Stored data
• • • •

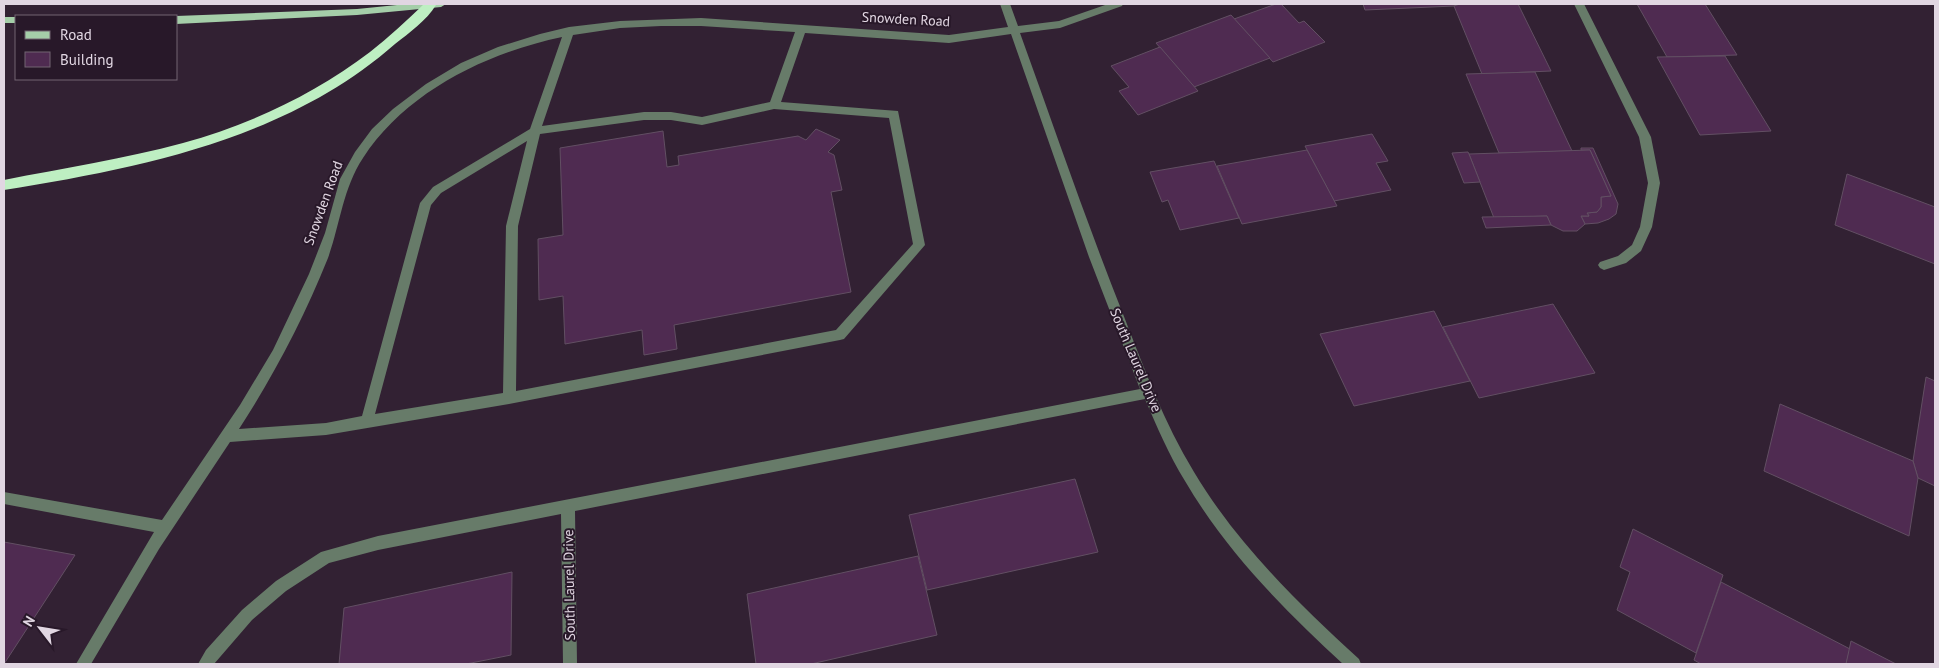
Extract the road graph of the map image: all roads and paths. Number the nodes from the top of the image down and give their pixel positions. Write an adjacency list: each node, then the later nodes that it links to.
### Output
1 (434, 4): 5 (main road); 11 (highway)
2 (1005, 4): 7 (street, South Laurel Drive)
3 (1118, 4): 7 (street, Snowden Road)
4 (1579, 4): 12 (street)
5 (178, 20)
6 (801, 29): 7 (street, Snowden Road); 8 (street, Snowden Road); 9 (street)
7 (1014, 30): 13 (street, South Laurel Drive)
8 (569, 31): 10 (street); 16 (street, Snowden Road)
9 (774, 106): 10 (street); 14 (street)
10 (535, 131): 14 (street); 15 (street)
11 (4, 185)
12 (1604, 265)
13 (1149, 393): 18 (street); 23 (street, South Laurel Drive)
14 (509, 398): 15 (street)
15 (367, 422): 16 (street)
16 (228, 436): 19 (street, Snowden Road)
17 (4, 498): 19 (street)
18 (568, 506): 21 (street); 22 (street, South Laurel Drive)
19 (165, 527): 20 (street, Snowden Road)
20 (83, 664)
21 (205, 664)
22 (570, 664)
23 (1354, 664)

• • • •

### Problem description
I'd like every record transcribed exactly, with no pictures carried over.

### Written reply
Extract the road graph of the map image: all roads and paths. Number the nodes from the top of the image down and give their pixel positions. Write an adjacency list: each node, then the later nodes that it links to.
### Output
1 (434, 4): 5 (main road); 11 (highway)
2 (1005, 4): 7 (street, South Laurel Drive)
3 (1118, 4): 7 (street, Snowden Road)
4 (1579, 4): 12 (street)
5 (178, 20)
6 (801, 29): 7 (street, Snowden Road); 8 (street, Snowden Road); 9 (street)
7 (1014, 30): 13 (street, South Laurel Drive)
8 (569, 31): 10 (street); 16 (street, Snowden Road)
9 (774, 106): 10 (street); 14 (street)
10 (535, 131): 14 (street); 15 (street)
11 (4, 185)
12 (1604, 265)
13 (1149, 393): 18 (street); 23 (street, South Laurel Drive)
14 (509, 398): 15 (street)
15 (367, 422): 16 (street)
16 (228, 436): 19 (street, Snowden Road)
17 (4, 498): 19 (street)
18 (568, 506): 21 (street); 22 (street, South Laurel Drive)
19 (165, 527): 20 (street, Snowden Road)
20 (83, 664)
21 (205, 664)
22 (570, 664)
23 (1354, 664)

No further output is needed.